== Problem statement ==
Below are records; count how many of their lines contain the string "Right", and give only that number.

Stored data entries:
# # # #

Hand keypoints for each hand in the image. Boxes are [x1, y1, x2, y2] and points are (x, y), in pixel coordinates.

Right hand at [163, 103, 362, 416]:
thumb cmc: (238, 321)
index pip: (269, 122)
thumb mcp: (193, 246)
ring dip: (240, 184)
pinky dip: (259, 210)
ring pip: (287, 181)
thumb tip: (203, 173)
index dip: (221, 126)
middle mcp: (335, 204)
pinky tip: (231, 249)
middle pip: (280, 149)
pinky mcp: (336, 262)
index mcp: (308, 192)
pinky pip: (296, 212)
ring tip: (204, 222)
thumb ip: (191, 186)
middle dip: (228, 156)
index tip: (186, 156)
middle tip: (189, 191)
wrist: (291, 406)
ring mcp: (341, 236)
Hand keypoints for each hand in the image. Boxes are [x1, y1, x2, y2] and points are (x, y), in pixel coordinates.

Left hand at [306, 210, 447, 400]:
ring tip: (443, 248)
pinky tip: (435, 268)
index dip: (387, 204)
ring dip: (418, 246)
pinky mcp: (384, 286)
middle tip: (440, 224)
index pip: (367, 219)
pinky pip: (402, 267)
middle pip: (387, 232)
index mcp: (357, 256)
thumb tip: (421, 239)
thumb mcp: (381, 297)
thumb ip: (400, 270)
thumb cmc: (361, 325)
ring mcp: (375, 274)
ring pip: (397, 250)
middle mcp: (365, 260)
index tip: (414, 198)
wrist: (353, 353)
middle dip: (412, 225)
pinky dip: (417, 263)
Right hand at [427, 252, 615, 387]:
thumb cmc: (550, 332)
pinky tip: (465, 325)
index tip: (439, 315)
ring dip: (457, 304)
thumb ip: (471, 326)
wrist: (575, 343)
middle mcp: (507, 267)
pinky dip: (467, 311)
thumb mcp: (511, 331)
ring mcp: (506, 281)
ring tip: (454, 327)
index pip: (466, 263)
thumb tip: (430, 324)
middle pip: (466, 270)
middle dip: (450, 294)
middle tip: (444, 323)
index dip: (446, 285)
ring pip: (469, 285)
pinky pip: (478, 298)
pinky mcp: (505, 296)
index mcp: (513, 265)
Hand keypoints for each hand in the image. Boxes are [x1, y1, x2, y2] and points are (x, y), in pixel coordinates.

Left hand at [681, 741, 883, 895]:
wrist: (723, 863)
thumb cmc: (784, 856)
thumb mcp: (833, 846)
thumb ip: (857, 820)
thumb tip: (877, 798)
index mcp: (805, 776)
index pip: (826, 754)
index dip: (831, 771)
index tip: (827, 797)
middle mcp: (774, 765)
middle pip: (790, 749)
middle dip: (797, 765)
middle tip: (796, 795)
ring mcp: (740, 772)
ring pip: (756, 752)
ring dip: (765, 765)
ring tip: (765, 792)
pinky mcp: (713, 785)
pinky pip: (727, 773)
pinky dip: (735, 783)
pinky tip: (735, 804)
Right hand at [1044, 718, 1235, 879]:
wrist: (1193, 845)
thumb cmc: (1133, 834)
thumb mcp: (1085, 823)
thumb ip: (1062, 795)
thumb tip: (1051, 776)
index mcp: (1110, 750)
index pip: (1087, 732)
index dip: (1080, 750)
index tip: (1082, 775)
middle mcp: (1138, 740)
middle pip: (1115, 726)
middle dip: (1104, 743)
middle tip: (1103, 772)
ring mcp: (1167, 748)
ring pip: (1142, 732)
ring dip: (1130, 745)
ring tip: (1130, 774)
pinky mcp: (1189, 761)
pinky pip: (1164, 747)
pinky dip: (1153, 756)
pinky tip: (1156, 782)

# # # #

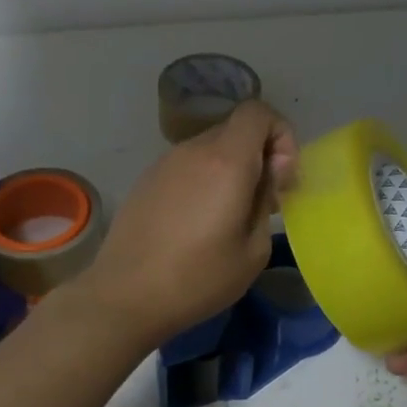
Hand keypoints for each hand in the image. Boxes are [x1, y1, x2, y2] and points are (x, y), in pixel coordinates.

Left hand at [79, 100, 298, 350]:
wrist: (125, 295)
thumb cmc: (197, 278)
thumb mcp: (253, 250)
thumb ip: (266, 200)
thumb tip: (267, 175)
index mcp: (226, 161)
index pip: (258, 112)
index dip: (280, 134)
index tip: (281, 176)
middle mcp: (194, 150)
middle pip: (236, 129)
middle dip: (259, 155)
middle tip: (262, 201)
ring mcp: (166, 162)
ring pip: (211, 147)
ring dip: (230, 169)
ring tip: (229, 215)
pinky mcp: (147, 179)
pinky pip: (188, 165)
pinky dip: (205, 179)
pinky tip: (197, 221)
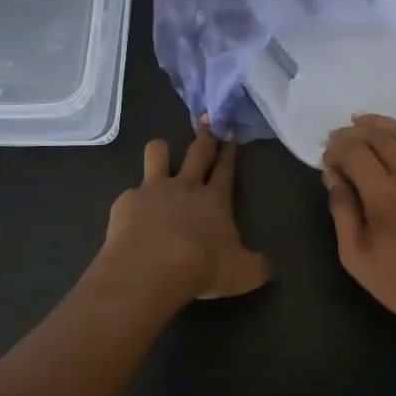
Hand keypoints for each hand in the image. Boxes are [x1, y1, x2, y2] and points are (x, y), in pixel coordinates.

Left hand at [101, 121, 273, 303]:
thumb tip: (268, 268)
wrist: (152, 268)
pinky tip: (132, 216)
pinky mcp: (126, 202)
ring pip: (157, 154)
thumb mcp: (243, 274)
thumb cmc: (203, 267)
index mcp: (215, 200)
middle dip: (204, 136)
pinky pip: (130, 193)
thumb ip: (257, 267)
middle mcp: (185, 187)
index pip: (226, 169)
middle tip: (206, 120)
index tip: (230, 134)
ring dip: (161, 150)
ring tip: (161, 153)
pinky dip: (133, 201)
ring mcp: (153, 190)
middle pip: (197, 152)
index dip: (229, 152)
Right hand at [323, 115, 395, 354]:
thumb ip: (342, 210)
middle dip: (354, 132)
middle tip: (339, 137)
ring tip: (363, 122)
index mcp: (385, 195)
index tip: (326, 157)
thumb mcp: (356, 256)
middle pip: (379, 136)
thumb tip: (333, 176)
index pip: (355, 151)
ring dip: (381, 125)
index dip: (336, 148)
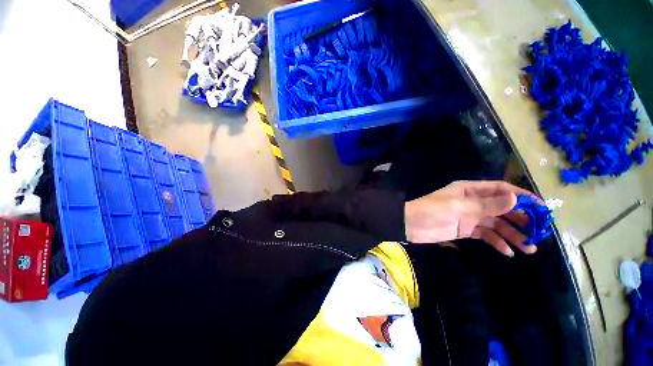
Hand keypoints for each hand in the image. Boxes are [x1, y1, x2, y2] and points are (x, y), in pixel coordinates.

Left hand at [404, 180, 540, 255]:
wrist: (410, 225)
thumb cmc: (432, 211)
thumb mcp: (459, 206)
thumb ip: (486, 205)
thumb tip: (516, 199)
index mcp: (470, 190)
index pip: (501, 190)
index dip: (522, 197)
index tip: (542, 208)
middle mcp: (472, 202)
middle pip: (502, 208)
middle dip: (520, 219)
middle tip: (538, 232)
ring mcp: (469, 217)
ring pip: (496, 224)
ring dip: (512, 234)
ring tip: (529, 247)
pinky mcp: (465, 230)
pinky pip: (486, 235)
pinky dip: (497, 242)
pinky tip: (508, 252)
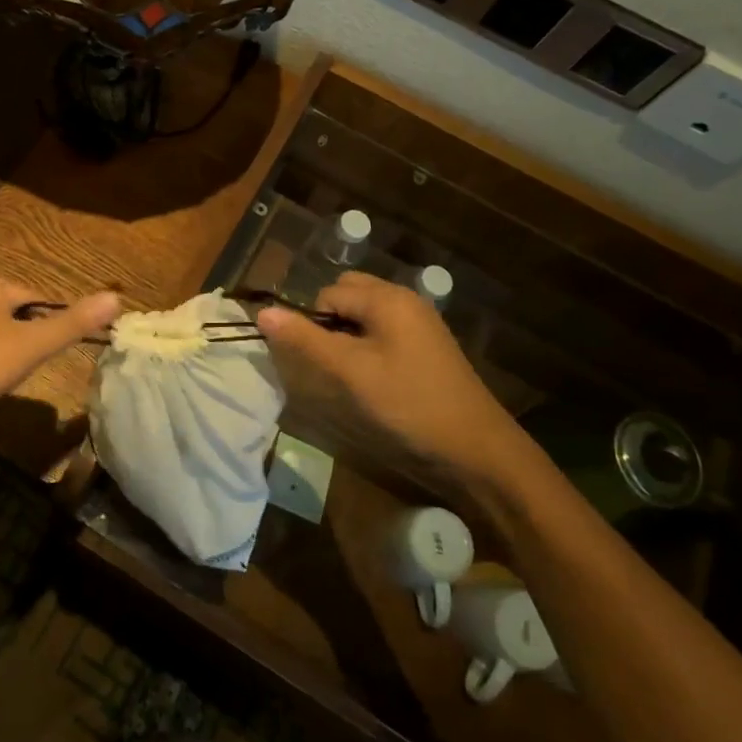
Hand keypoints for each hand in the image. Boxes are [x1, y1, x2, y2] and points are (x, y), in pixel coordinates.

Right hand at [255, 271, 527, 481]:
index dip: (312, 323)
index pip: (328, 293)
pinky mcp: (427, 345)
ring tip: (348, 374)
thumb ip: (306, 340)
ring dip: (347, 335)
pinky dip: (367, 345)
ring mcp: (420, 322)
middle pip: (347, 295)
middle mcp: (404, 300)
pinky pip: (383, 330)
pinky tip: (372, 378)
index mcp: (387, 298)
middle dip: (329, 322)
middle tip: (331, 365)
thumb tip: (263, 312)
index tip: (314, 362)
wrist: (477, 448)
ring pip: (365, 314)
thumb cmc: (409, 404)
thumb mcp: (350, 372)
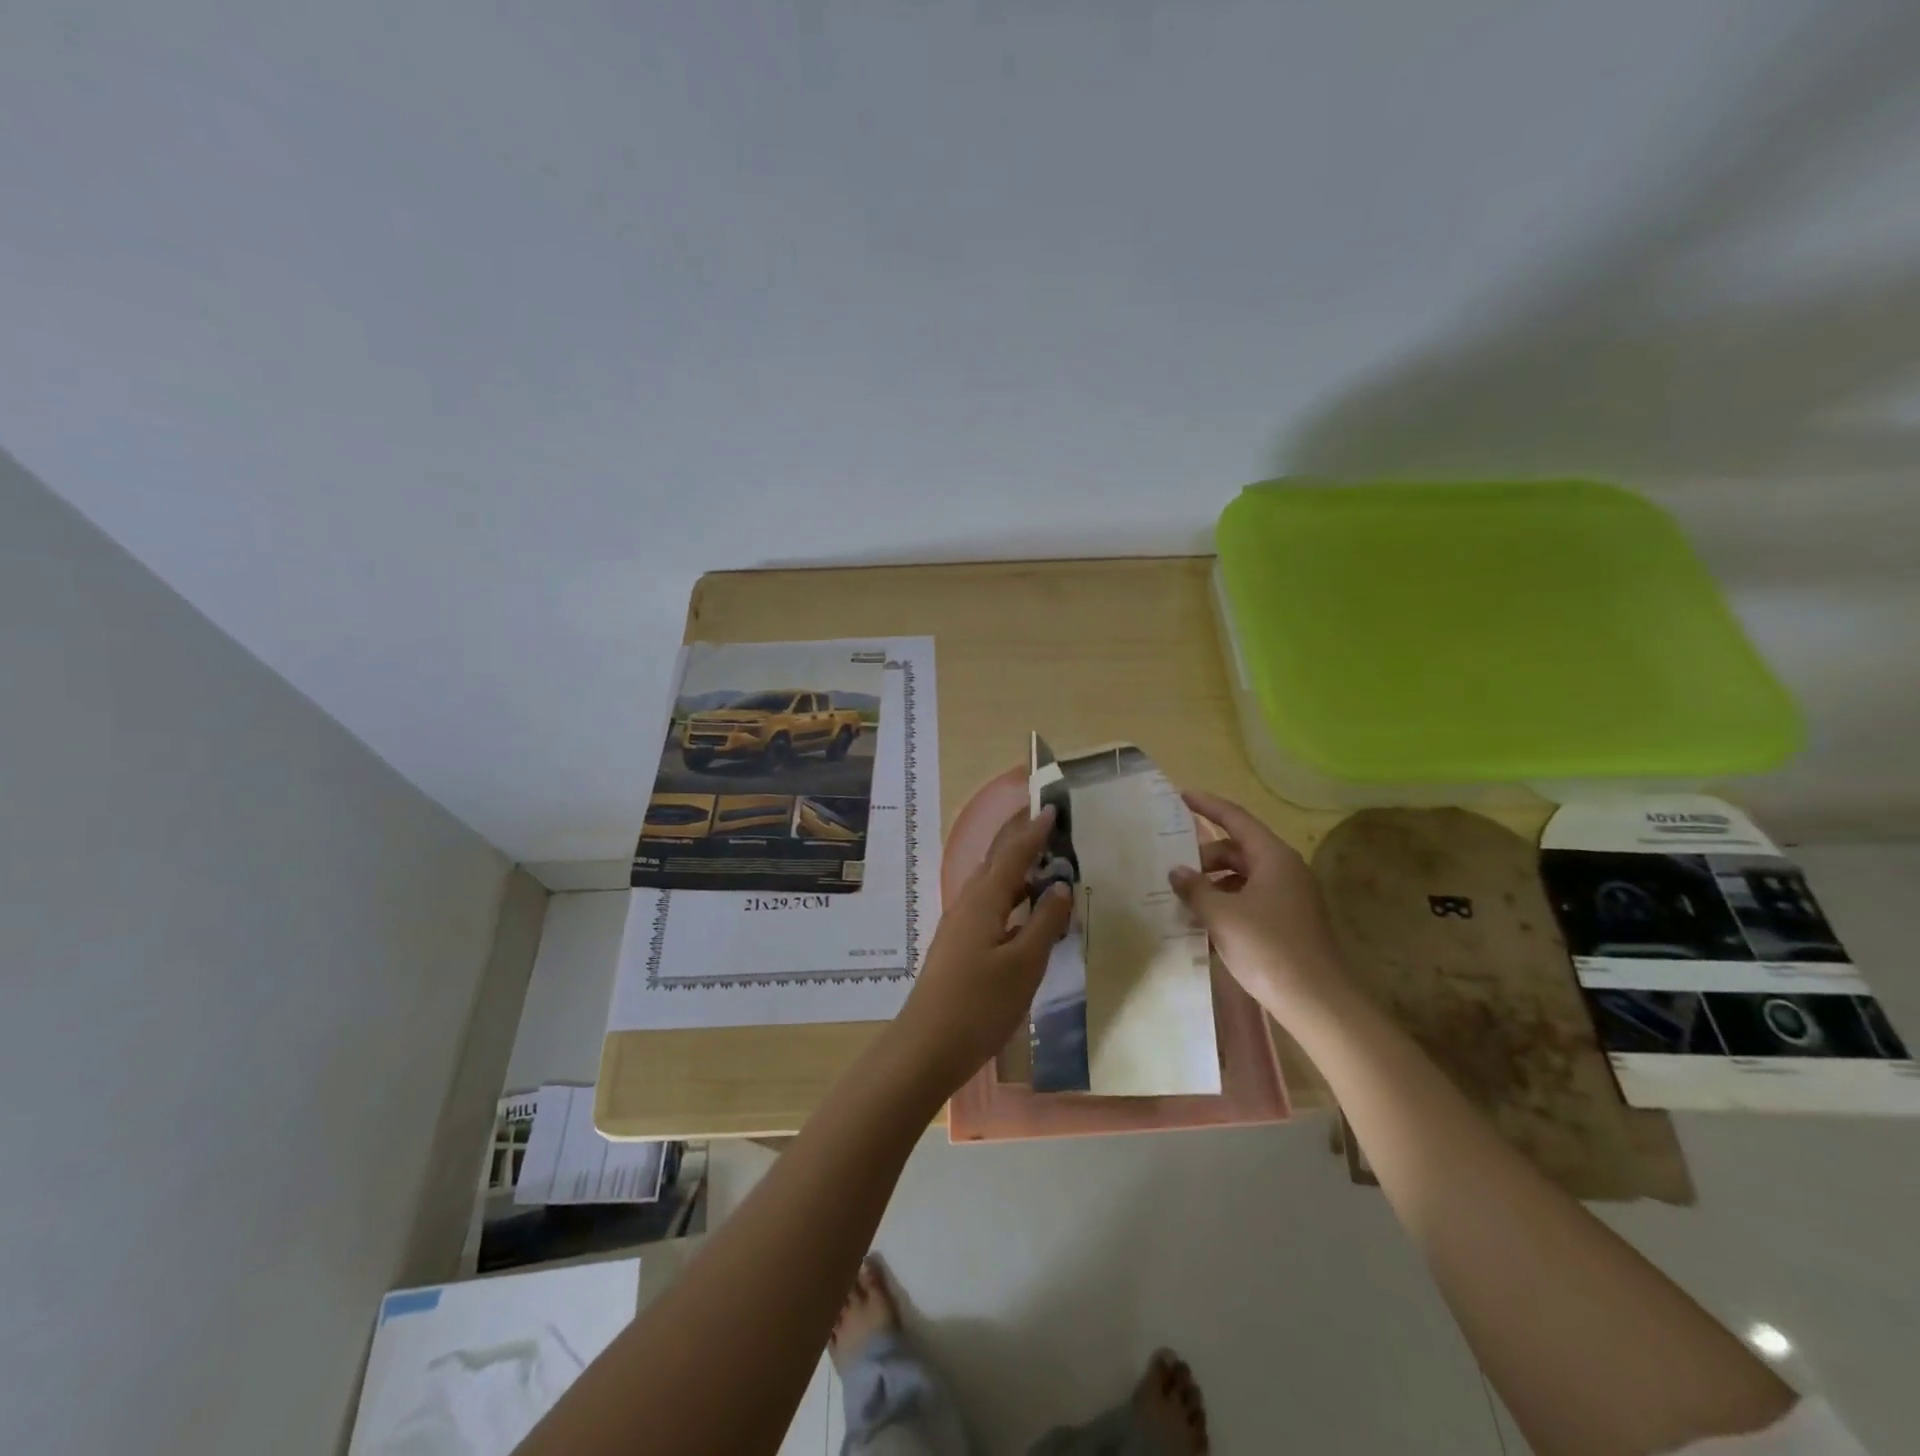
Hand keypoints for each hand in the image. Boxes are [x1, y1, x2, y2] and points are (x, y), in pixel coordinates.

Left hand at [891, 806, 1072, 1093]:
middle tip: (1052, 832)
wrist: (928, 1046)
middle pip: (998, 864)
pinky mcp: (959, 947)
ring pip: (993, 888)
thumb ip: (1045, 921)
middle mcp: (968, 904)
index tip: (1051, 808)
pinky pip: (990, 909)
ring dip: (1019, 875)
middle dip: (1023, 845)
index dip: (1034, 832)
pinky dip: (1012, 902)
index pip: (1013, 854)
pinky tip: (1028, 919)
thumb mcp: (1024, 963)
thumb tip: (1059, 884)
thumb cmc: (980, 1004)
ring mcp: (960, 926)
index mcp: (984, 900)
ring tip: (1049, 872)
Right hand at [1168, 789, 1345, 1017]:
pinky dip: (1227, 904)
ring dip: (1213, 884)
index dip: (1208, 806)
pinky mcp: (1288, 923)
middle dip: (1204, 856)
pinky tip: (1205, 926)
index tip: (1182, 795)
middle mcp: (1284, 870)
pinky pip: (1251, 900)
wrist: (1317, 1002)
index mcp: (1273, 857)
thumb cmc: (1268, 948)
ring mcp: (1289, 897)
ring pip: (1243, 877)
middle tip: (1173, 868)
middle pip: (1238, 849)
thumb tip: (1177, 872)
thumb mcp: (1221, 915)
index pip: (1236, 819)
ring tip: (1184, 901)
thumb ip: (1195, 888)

# # # #

== Finished task ==
6